What a Vampire Eats

Shaun came back the next morning, missing dawn by mere minutes, to find Honey sitting at the folding card table and chairs he used as a kitchen set. She was eating one of the microwave French bread pizzas and drinking a can of beer. Her scalp gleamed dully under the industrial fluorescent hanging from the ceiling, the skin there seemed to have finally lost that angry red color from being stuck under unwashed, matted hair for so long. The radio had been tuned to local news, and she reached over and switched it off as he came into the apartment and locked the door behind him.

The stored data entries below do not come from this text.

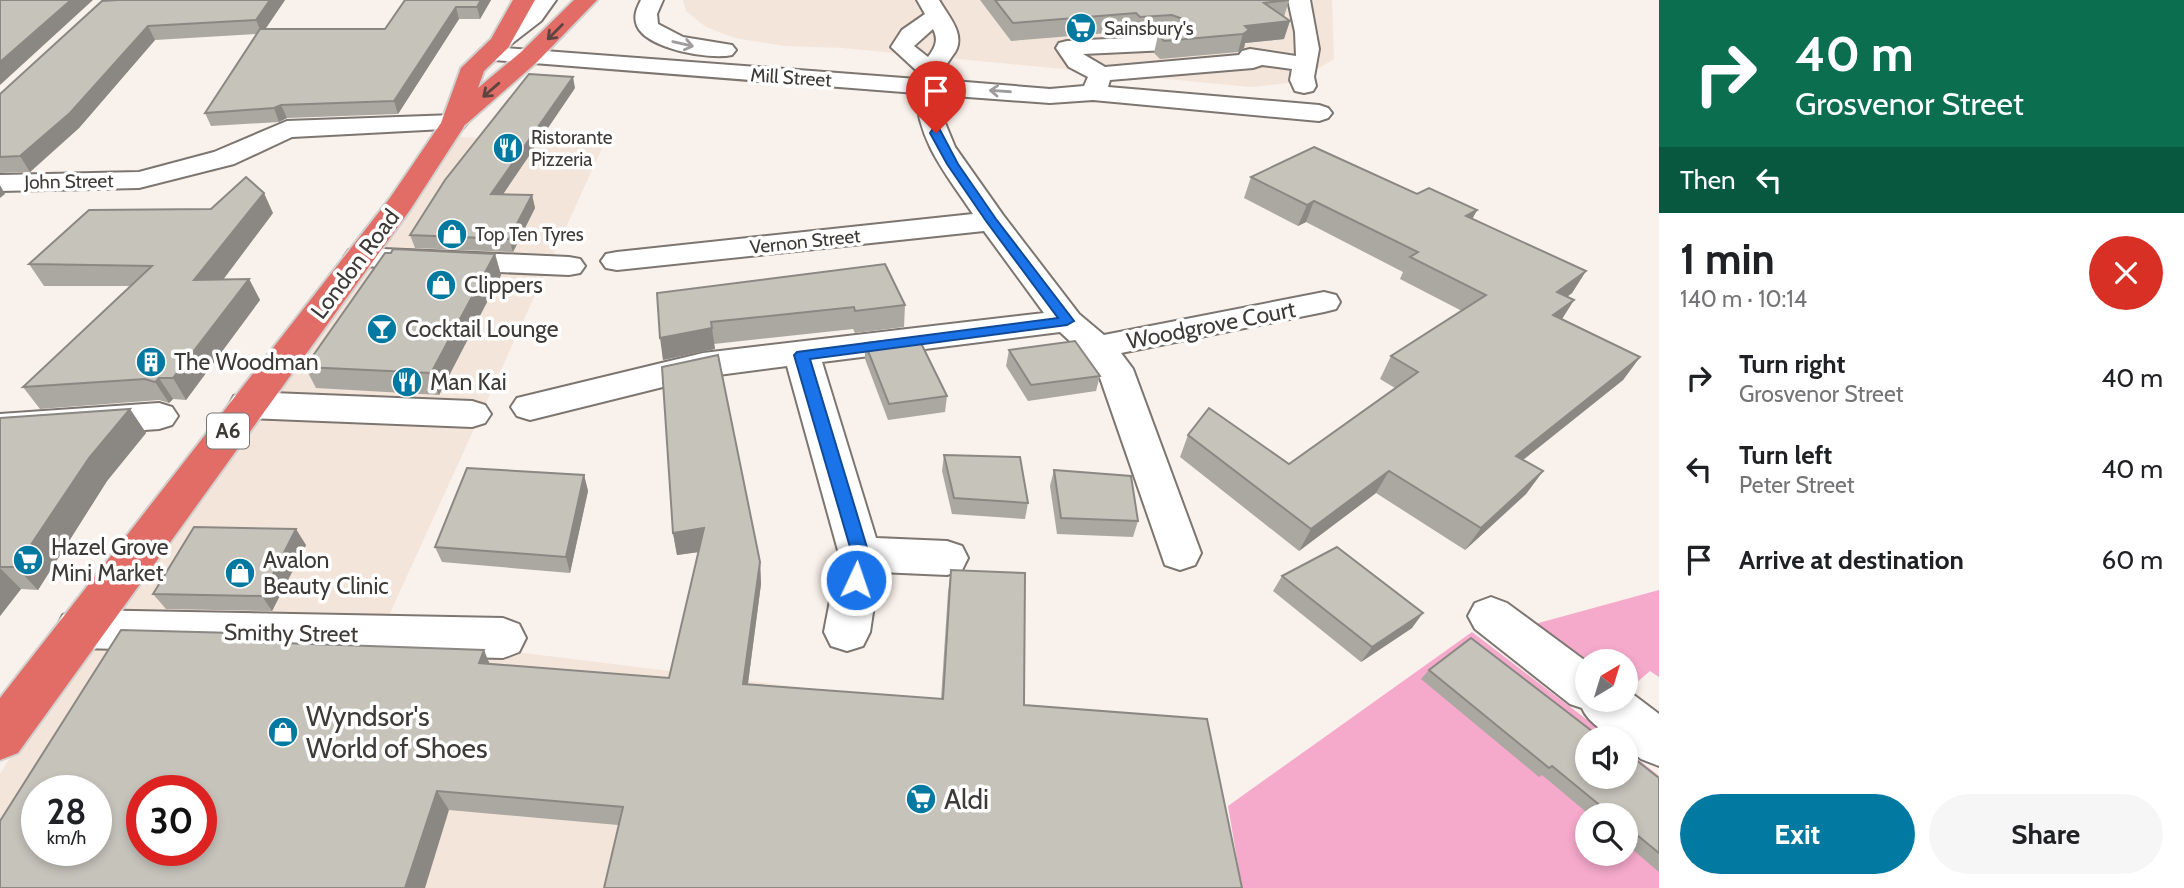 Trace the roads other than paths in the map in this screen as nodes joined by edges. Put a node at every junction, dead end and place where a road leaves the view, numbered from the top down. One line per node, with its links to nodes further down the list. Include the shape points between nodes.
1 (524, 0): 8 (highway, A6)
2 (545, 0): 8 (street, A6)
3 (586, 0): 10 (highway, A6, one-way to 10)
4 (652, 0): 13 (street, Mill Street, one-way to 13, via 647,24 665,39 701,48 842,60 850,66)
5 (1299, 0): 12 (street)
6 (933, 7): 13 (street, via 948,35 947,48); 13 (street, via 892,50)
7 (1189, 41): 11 (street, via 1067,48)
8 (494, 49): 10 (street, Mill Street); 15 (highway, London Road / A6, via 473,68)
9 (1241, 49): 11 (street); 12 (street); 14 (street, via 1253,61)
10 (529, 57): 13 (street, Mill Street); 15 (highway, London Road / A6, one-way to 15)
11 (1077, 62): 14 (street)
12 (1306, 64): 14 (street, Mill Street, via 1302,82 1318,113 1228,107)
13 (929, 78): 14 (street, Mill Street, via 1049,96); 17 (street, via 930,118 942,147)
14 (1097, 84)
15 (454, 123): 16 (street, John Street, via 287,129 224,158 139,180); 18 (highway, London Road / A6)
16 (0, 183)
17 (992, 221): 19 (street, Vernon Street); 22 (street)
18 (360, 257): 20 (street); 25 (highway, London Road / A6)
19 (617, 261)
20 (569, 266)
21 (1324, 302): 24 (street, Woodgrove Court)
22 (1067, 321): 23 (street); 24 (street)
23 (802, 355): 26 (street, via 703,365); 31 (street)
24 (1106, 358): 30 (street)
25 (247, 405): 27 (street); 34 (highway, London Road / A6)
26 (530, 407)
27 (472, 414)
28 (159, 416): 29 (street)
29 (0, 428)
30 (1180, 553)
31 (860, 554): 32 (street); 35 (street)
32 (947, 558)
33 (1491, 616): 37 (street)
34 (79, 629): 36 (street, Smithy Street); 39 (highway, London Road / A6)
35 (847, 632)
36 (503, 638)
37 (1575, 680)
38 (1618, 712): 40 (street)
39 (0, 737)
40 (1659, 744) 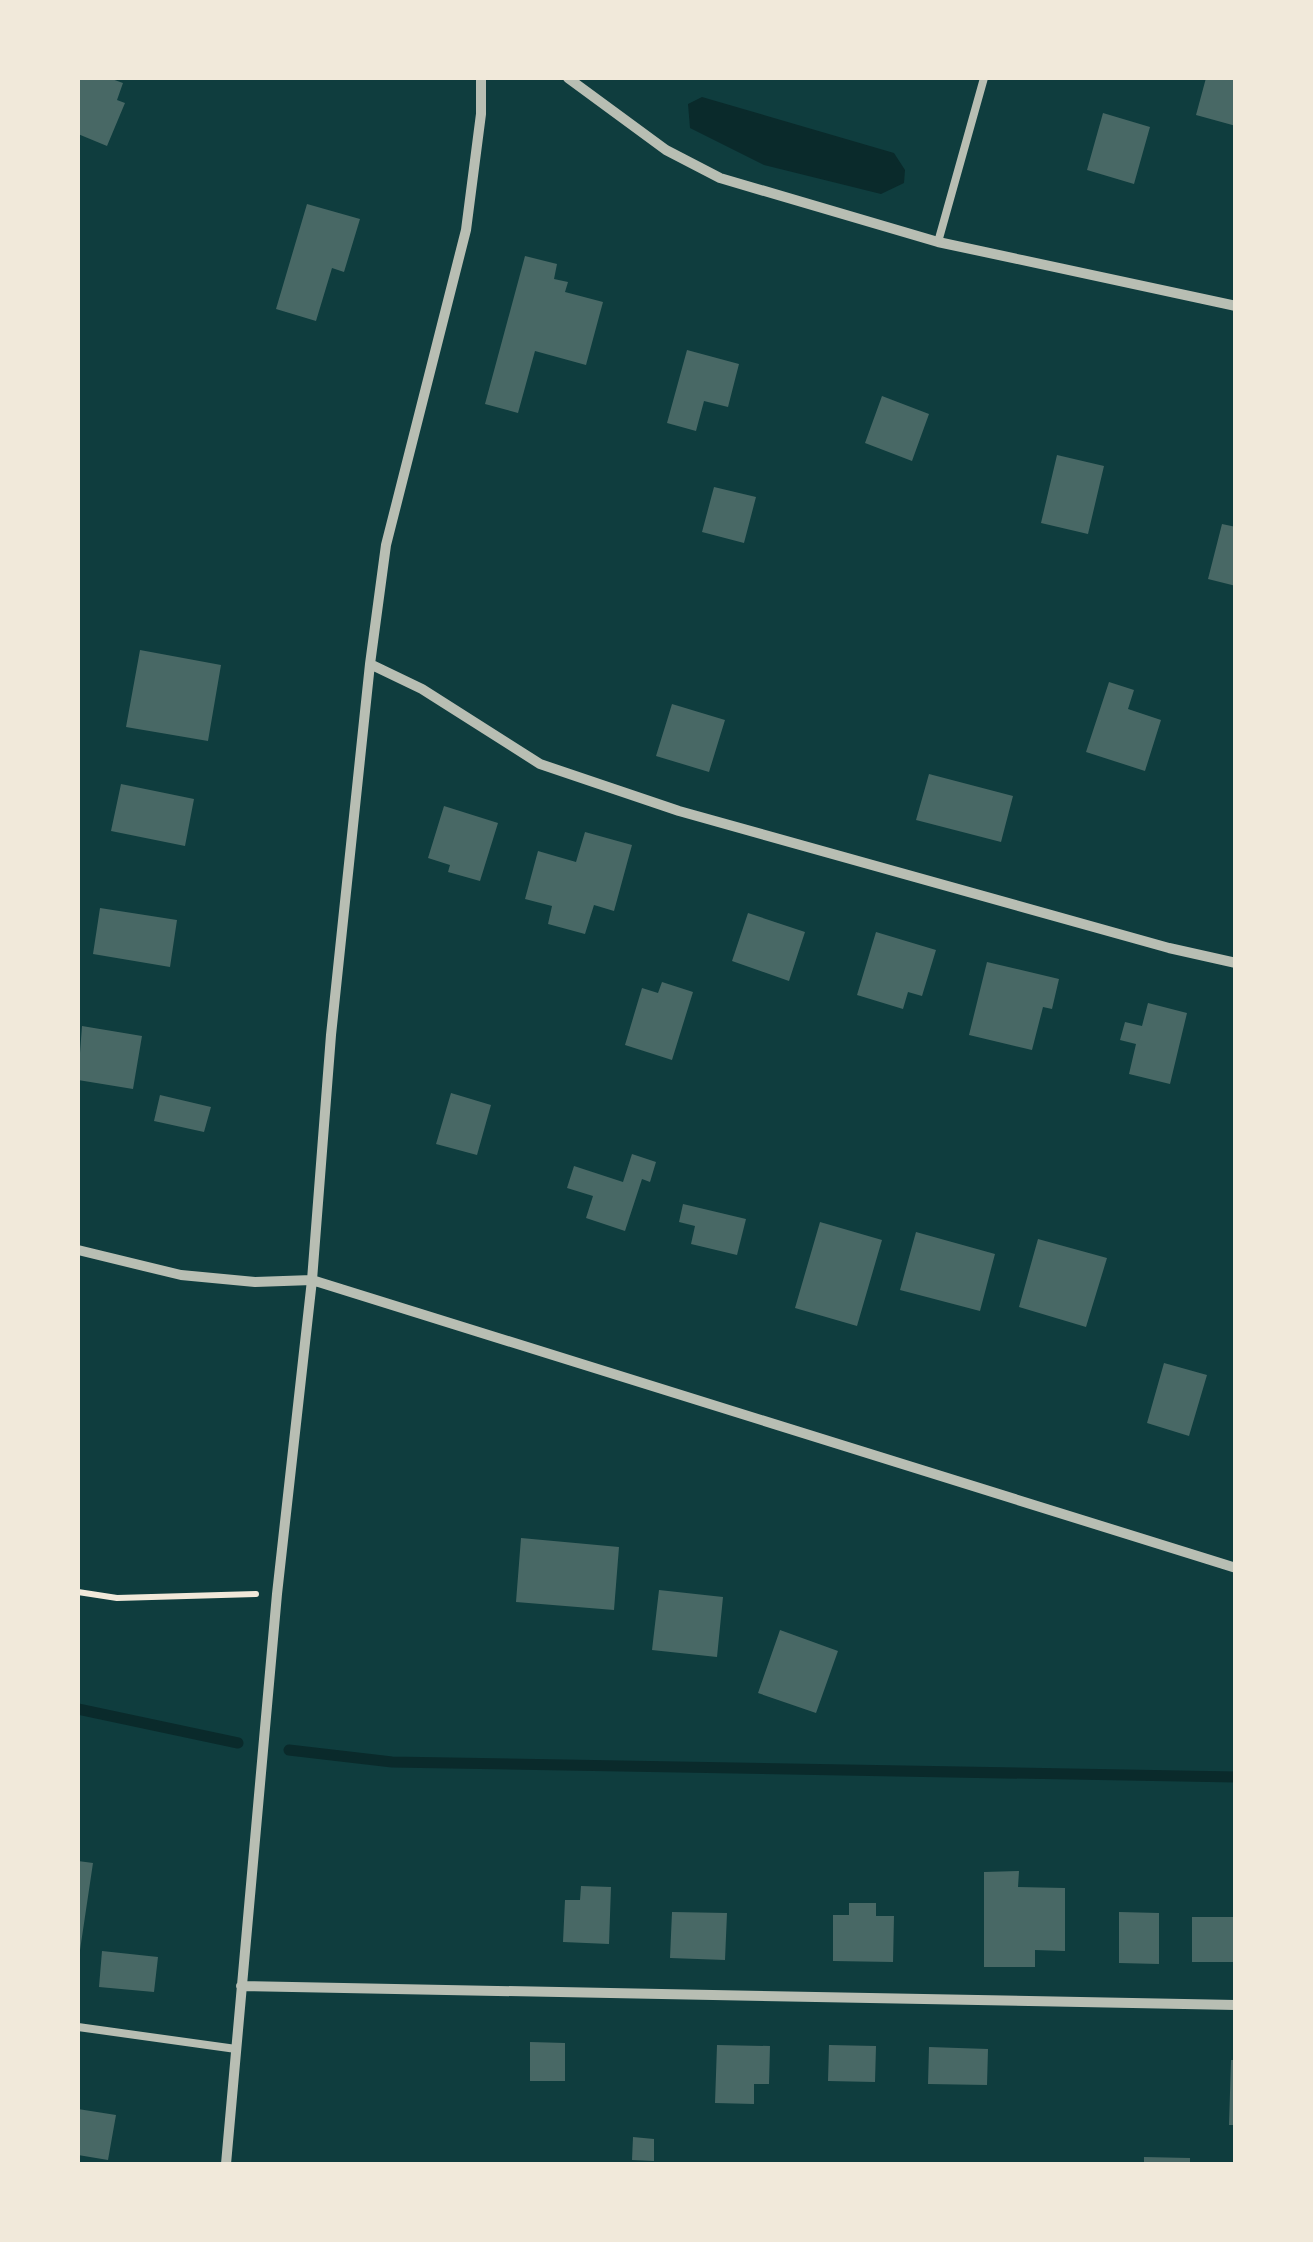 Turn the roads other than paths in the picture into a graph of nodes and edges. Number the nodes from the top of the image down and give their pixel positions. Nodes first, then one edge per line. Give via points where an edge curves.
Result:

For a few seconds, they only stared at each other. Honey seemed to be studying him. Shaun was tired and hungry and really wanted this moment to end.

Finally, she took another bite of her pizza, made a face, and swallowed it down.

“You’re really not going to bite me, are you?” she asked.

Shaun sighed. “No. I’m really not.”

He’d been over and over this with her for the past week. Ever since she’d woken up, really. To be sure, he’d never actually gotten to the core of why he’d never bite her: that the very idea of slowkiss was so weird and alienating to him it made his skin crawl. The idea of keeping a human around and occasionally feeding on them, and what? They like it? They stick around for that? You’re friends with this person you’re slowly killing? What was he supposed to do, go to the movies with them? That was the part that he truly didn’t understand. That a human might actually like living like that. That they’d want it. Familiars, sure, he understand that in some twisted way. They wanted to be vampires and thought they’d get there through what was essentially indentured servitude. But slowkiss?

Barf.

But he hadn’t told her any of that because he didn’t know how to explain any of it without sounding weird and hysterical. Shaun had simply kept telling Honey that she was free and hoping she’d eventually get it and leave.

One week, no luck.

Until now?

“If you really want me to believe you,” she said, almost making him scream, “you need to tell me how you’re getting blood.”

You don’t want to know that, he thought. The urge to keep humans out of vampire affairs was practically primal.

She raised an eyebrow at his silence. “You have to be feeding somehow. You’ve got good color and you’re not wasting away. And I’ve seen the jars of blood in the fridge. Did you really think I wouldn’t notice them if you stuffed them in the vegetable crisper?”

Shaun sat down on the other folding chair. “I wasn’t hiding them, exactly. I merely thought the sight of blood would put you off your appetite.”

Honey rolled her eyes. “Spare me. So, come on. Spill it. I’m not going to believe you’re not going to attack me at any moment until you tell me where your food comes from.”

This is simple, Shaun thought. Lie.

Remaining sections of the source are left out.